===== Data to process =====

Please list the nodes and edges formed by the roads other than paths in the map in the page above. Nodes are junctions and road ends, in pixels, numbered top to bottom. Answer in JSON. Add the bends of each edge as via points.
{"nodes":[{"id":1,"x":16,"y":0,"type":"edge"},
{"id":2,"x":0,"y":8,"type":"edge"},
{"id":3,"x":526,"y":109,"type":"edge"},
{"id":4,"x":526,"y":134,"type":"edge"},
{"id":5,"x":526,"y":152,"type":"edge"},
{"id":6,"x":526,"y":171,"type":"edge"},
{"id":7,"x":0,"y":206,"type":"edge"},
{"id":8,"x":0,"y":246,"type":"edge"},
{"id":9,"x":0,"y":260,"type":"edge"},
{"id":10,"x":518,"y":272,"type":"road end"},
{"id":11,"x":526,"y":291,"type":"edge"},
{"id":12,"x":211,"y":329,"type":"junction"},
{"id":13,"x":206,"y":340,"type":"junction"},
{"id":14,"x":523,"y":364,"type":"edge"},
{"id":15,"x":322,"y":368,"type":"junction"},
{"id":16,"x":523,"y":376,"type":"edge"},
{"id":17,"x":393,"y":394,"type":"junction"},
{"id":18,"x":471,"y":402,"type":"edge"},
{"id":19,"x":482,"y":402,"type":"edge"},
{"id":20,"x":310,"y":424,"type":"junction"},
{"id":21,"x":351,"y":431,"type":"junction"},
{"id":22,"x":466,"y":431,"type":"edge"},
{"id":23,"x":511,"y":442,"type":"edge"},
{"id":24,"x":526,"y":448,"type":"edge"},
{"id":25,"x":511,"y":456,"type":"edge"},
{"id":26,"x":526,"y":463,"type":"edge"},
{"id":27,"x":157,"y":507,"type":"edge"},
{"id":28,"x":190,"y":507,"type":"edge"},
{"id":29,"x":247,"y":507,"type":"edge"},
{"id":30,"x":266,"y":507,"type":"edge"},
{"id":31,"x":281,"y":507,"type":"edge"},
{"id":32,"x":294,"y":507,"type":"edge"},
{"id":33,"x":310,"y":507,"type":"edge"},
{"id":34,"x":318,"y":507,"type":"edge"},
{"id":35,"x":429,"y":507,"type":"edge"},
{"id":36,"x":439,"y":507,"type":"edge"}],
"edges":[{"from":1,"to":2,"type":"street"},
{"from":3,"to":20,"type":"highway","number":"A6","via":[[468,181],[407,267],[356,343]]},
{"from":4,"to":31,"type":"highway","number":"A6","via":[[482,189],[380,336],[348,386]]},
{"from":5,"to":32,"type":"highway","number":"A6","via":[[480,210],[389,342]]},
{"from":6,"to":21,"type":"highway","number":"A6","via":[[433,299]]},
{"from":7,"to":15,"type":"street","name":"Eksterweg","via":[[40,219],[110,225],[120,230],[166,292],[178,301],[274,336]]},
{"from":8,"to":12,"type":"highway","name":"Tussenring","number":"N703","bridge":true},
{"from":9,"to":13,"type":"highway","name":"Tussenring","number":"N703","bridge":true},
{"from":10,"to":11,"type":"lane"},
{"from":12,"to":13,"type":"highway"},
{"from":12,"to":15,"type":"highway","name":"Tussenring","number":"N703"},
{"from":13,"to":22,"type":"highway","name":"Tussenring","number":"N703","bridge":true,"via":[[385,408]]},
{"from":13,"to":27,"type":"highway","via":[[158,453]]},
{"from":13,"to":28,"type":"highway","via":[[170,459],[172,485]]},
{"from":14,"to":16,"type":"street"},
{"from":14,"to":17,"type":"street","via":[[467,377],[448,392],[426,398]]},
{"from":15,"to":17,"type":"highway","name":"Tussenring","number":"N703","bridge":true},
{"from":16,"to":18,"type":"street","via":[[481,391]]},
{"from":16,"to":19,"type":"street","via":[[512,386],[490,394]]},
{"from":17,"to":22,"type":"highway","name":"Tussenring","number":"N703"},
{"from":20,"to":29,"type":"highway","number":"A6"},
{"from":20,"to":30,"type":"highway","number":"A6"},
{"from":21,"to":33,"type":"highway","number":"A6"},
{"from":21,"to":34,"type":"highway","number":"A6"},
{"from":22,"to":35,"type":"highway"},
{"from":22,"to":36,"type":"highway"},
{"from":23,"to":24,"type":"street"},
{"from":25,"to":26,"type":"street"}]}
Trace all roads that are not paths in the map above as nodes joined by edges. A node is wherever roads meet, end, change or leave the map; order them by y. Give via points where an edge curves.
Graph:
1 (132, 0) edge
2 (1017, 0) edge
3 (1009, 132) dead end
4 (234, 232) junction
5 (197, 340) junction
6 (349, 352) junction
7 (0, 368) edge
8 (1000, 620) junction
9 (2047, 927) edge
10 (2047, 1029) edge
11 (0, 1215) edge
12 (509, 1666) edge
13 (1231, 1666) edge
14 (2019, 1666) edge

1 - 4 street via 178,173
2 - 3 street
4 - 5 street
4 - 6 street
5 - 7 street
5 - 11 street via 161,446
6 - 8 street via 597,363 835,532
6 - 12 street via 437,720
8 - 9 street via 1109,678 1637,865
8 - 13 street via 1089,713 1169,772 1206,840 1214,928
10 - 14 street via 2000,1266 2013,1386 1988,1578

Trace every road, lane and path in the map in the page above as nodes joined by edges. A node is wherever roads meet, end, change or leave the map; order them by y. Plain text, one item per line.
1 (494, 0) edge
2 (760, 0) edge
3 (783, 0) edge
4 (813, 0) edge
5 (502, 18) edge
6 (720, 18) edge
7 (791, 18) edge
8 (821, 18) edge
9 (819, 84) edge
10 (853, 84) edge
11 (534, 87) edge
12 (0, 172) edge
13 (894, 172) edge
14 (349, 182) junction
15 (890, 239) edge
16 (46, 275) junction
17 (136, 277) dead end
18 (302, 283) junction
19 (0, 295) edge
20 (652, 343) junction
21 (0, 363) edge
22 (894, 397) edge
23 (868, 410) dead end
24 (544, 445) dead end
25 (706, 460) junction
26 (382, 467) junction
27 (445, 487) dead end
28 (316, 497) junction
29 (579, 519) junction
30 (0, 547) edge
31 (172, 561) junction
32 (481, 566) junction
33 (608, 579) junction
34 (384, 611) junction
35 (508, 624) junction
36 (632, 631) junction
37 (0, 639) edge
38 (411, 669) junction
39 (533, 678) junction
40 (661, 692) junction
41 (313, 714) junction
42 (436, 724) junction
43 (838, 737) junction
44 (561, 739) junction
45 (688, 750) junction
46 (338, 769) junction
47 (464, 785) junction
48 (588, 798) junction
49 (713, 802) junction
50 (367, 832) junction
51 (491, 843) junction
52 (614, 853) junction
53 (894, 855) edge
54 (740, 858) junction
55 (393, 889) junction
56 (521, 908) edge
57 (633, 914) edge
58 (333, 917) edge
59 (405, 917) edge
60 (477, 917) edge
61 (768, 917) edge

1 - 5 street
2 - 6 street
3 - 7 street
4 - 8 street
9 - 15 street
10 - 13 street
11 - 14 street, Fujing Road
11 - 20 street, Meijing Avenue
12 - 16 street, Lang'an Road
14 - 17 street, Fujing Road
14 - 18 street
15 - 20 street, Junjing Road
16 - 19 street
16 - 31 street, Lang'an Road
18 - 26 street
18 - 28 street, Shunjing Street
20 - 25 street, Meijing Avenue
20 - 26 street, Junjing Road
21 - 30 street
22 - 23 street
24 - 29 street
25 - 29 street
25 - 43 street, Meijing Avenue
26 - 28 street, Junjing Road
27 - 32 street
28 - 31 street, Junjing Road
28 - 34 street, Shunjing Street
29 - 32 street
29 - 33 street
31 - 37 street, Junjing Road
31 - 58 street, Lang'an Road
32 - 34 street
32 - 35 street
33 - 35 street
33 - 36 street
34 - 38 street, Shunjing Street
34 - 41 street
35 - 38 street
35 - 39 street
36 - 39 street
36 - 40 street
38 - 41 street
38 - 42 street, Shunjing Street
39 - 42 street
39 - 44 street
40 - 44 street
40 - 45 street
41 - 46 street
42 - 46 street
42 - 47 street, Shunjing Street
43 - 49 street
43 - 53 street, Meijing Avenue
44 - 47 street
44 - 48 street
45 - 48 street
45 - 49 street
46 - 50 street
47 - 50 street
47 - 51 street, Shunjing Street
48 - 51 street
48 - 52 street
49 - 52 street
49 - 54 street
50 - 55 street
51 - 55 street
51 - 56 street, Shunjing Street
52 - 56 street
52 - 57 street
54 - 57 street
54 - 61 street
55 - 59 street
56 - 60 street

=====

**Try it**
Search the entries above for the string "Junjing". Copy each line in which it appears.

**Output below**
15 - 20 street, Junjing Road
20 - 26 street, Junjing Road
26 - 28 street, Junjing Road
28 - 31 street, Junjing Road
31 - 37 street, Junjing Road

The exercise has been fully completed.